- [Task instructions]: Would you mind restating all of the records word for word, skipping the pictures?

- [Data to process]:

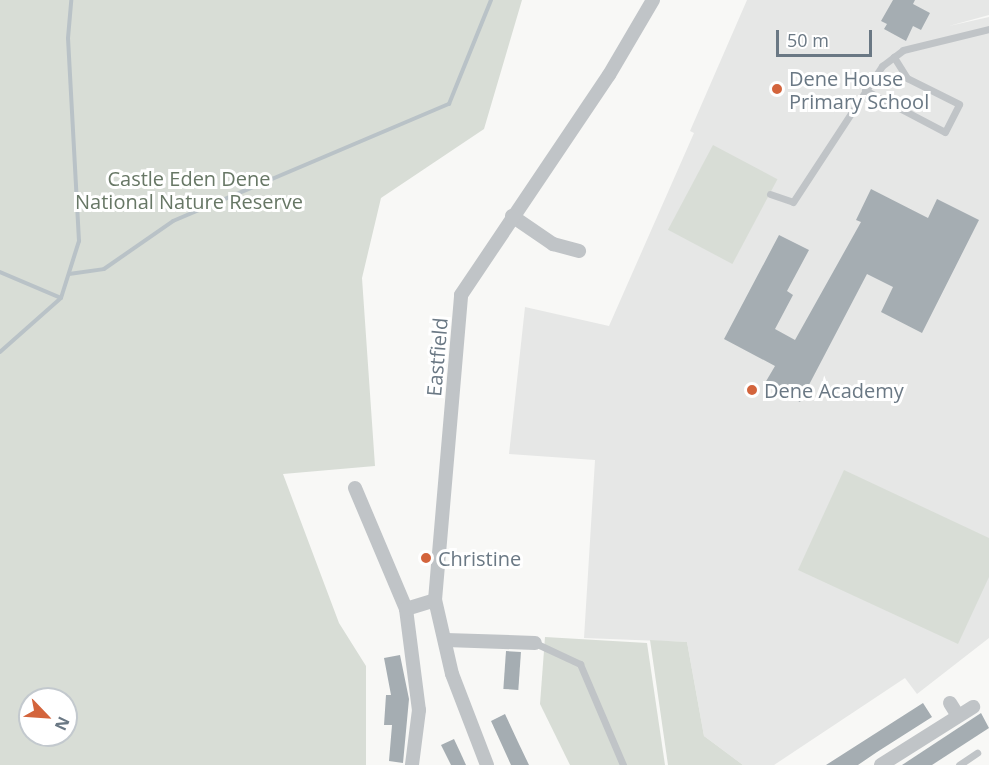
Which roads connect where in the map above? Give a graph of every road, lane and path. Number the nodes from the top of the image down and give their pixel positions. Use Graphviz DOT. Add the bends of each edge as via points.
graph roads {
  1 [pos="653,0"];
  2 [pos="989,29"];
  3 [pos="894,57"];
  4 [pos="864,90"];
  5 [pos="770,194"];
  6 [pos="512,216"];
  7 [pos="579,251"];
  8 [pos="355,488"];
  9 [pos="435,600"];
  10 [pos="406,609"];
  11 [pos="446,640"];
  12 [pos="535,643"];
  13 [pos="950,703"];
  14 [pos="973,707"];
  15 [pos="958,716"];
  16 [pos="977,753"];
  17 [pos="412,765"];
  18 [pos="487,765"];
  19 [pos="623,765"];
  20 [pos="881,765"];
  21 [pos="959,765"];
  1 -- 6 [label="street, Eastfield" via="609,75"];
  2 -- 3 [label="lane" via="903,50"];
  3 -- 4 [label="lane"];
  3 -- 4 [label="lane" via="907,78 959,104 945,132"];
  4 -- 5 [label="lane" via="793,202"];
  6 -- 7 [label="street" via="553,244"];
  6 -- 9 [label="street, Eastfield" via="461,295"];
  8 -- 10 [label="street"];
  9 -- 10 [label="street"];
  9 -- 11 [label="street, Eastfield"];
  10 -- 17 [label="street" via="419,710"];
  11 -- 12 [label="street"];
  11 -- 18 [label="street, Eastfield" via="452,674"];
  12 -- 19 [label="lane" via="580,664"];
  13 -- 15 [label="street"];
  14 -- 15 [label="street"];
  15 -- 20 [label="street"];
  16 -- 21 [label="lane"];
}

- [Exercise answer]:
Which roads connect where in the map above? Give a graph of every road, lane and path. Number the nodes from the top of the image down and give their pixel positions. Use Graphviz DOT. Add the bends of each edge as via points.
graph roads {
  1 [pos="653,0"];
  2 [pos="989,29"];
  3 [pos="894,57"];
  4 [pos="864,90"];
  5 [pos="770,194"];
  6 [pos="512,216"];
  7 [pos="579,251"];
  8 [pos="355,488"];
  9 [pos="435,600"];
  10 [pos="406,609"];
  11 [pos="446,640"];
  12 [pos="535,643"];
  13 [pos="950,703"];
  14 [pos="973,707"];
  15 [pos="958,716"];
  16 [pos="977,753"];
  17 [pos="412,765"];
  18 [pos="487,765"];
  19 [pos="623,765"];
  20 [pos="881,765"];
  21 [pos="959,765"];
  1 -- 6 [label="street, Eastfield" via="609,75"];
  2 -- 3 [label="lane" via="903,50"];
  3 -- 4 [label="lane"];
  3 -- 4 [label="lane" via="907,78 959,104 945,132"];
  4 -- 5 [label="lane" via="793,202"];
  6 -- 7 [label="street" via="553,244"];
  6 -- 9 [label="street, Eastfield" via="461,295"];
  8 -- 10 [label="street"];
  9 -- 10 [label="street"];
  9 -- 11 [label="street, Eastfield"];
  10 -- 17 [label="street" via="419,710"];
  11 -- 12 [label="street"];
  11 -- 18 [label="street, Eastfield" via="452,674"];
  12 -- 19 [label="lane" via="580,664"];
  13 -- 15 [label="street"];
  14 -- 15 [label="street"];
  15 -- 20 [label="street"];
  16 -- 21 [label="lane"];
}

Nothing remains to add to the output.